BEGIN Records for the task

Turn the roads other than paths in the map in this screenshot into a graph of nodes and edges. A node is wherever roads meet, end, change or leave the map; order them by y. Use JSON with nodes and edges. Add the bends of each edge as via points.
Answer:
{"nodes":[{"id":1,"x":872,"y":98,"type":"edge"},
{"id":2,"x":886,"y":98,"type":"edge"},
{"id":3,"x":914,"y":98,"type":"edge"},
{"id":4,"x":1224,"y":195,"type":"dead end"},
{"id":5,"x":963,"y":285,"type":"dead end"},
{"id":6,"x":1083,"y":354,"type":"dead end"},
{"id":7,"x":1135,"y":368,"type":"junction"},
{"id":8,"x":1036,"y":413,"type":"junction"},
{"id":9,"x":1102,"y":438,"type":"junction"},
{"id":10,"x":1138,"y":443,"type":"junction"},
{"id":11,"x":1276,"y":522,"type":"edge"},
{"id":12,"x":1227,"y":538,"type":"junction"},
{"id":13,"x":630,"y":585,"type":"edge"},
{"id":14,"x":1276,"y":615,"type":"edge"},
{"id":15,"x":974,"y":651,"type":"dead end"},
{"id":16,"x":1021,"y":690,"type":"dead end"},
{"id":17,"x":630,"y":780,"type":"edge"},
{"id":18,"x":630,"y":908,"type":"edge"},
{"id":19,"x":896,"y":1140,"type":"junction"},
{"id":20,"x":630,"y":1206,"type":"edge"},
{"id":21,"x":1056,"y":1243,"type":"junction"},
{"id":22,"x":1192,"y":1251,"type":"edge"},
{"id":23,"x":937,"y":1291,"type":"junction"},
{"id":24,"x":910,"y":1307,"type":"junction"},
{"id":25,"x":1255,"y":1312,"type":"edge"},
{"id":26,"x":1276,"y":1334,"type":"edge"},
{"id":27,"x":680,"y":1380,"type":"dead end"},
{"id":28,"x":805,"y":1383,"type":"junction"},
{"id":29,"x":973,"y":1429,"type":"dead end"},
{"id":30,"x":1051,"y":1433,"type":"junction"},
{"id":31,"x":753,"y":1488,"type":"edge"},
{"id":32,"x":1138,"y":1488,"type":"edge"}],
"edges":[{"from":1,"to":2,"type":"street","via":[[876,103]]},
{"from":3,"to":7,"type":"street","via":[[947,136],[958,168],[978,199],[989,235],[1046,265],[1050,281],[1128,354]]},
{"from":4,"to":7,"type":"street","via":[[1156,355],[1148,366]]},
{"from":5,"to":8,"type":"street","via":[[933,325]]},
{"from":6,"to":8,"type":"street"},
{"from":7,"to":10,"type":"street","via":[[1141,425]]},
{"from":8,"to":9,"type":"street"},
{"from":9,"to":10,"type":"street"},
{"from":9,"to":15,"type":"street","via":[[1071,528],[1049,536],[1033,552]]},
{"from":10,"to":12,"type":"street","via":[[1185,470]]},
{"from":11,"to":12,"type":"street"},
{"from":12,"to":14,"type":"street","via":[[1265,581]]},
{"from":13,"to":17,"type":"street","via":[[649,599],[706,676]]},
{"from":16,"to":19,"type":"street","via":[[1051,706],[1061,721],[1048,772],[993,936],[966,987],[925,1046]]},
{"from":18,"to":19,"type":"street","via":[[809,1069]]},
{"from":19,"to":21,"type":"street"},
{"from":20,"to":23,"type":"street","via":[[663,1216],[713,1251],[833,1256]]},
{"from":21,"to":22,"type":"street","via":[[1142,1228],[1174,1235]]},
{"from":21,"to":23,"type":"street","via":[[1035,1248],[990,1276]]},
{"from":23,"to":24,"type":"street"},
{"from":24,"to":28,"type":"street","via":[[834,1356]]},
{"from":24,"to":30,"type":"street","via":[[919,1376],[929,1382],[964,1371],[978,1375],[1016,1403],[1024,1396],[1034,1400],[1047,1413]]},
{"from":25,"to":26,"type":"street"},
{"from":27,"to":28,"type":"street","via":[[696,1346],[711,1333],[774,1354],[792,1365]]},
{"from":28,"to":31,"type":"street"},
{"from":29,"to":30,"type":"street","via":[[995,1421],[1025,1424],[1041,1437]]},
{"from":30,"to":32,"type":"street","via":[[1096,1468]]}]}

END Records for the task

# What is required
Write the records out again. Keep every line exactly as it is.

# Reply to the task
Turn the roads other than paths in the map in this screenshot into a graph of nodes and edges. A node is wherever roads meet, end, change or leave the map; order them by y. Use JSON with nodes and edges. Add the bends of each edge as via points.
Answer:
{"nodes":[{"id":1,"x":872,"y":98,"type":"edge"},
{"id":2,"x":886,"y":98,"type":"edge"},
{"id":3,"x":914,"y":98,"type":"edge"},
{"id":4,"x":1224,"y":195,"type":"dead end"},
{"id":5,"x":963,"y":285,"type":"dead end"},
{"id":6,"x":1083,"y":354,"type":"dead end"},
{"id":7,"x":1135,"y":368,"type":"junction"},
{"id":8,"x":1036,"y":413,"type":"junction"},
{"id":9,"x":1102,"y":438,"type":"junction"},
{"id":10,"x":1138,"y":443,"type":"junction"},
{"id":11,"x":1276,"y":522,"type":"edge"},
{"id":12,"x":1227,"y":538,"type":"junction"},
{"id":13,"x":630,"y":585,"type":"edge"},
{"id":14,"x":1276,"y":615,"type":"edge"},
{"id":15,"x":974,"y":651,"type":"dead end"},
{"id":16,"x":1021,"y":690,"type":"dead end"},
{"id":17,"x":630,"y":780,"type":"edge"},
{"id":18,"x":630,"y":908,"type":"edge"},
{"id":19,"x":896,"y":1140,"type":"junction"},
{"id":20,"x":630,"y":1206,"type":"edge"},
{"id":21,"x":1056,"y":1243,"type":"junction"},
{"id":22,"x":1192,"y":1251,"type":"edge"},
{"id":23,"x":937,"y":1291,"type":"junction"},
{"id":24,"x":910,"y":1307,"type":"junction"},
{"id":25,"x":1255,"y":1312,"type":"edge"},
{"id":26,"x":1276,"y":1334,"type":"edge"},
{"id":27,"x":680,"y":1380,"type":"dead end"},
{"id":28,"x":805,"y":1383,"type":"junction"},
{"id":29,"x":973,"y":1429,"type":"dead end"},
{"id":30,"x":1051,"y":1433,"type":"junction"},
{"id":31,"x":753,"y":1488,"type":"edge"},
{"id":32,"x":1138,"y":1488,"type":"edge"}],
"edges":[{"from":1,"to":2,"type":"street","via":[[876,103]]},
{"from":3,"to":7,"type":"street","via":[[947,136],[958,168],[978,199],[989,235],[1046,265],[1050,281],[1128,354]]},
{"from":4,"to":7,"type":"street","via":[[1156,355],[1148,366]]},
{"from":5,"to":8,"type":"street","via":[[933,325]]},
{"from":6,"to":8,"type":"street"},
{"from":7,"to":10,"type":"street","via":[[1141,425]]},
{"from":8,"to":9,"type":"street"},
{"from":9,"to":10,"type":"street"},
{"from":9,"to":15,"type":"street","via":[[1071,528],[1049,536],[1033,552]]},
{"from":10,"to":12,"type":"street","via":[[1185,470]]},
{"from":11,"to":12,"type":"street"},
{"from":12,"to":14,"type":"street","via":[[1265,581]]},
{"from":13,"to":17,"type":"street","via":[[649,599],[706,676]]},
{"from":16,"to":19,"type":"street","via":[[1051,706],[1061,721],[1048,772],[993,936],[966,987],[925,1046]]},
{"from":18,"to":19,"type":"street","via":[[809,1069]]},
{"from":19,"to":21,"type":"street"},
{"from":20,"to":23,"type":"street","via":[[663,1216],[713,1251],[833,1256]]},
{"from":21,"to":22,"type":"street","via":[[1142,1228],[1174,1235]]},
{"from":21,"to":23,"type":"street","via":[[1035,1248],[990,1276]]},
{"from":23,"to":24,"type":"street"},
{"from":24,"to":28,"type":"street","via":[[834,1356]]},
{"from":24,"to":30,"type":"street","via":[[919,1376],[929,1382],[964,1371],[978,1375],[1016,1403],[1024,1396],[1034,1400],[1047,1413]]},
{"from":25,"to":26,"type":"street"},
{"from":27,"to":28,"type":"street","via":[[696,1346],[711,1333],[774,1354],[792,1365]]},
{"from":28,"to":31,"type":"street"},
{"from":29,"to":30,"type":"street","via":[[995,1421],[1025,1424],[1041,1437]]},
{"from":30,"to":32,"type":"street","via":[[1096,1468]]}]}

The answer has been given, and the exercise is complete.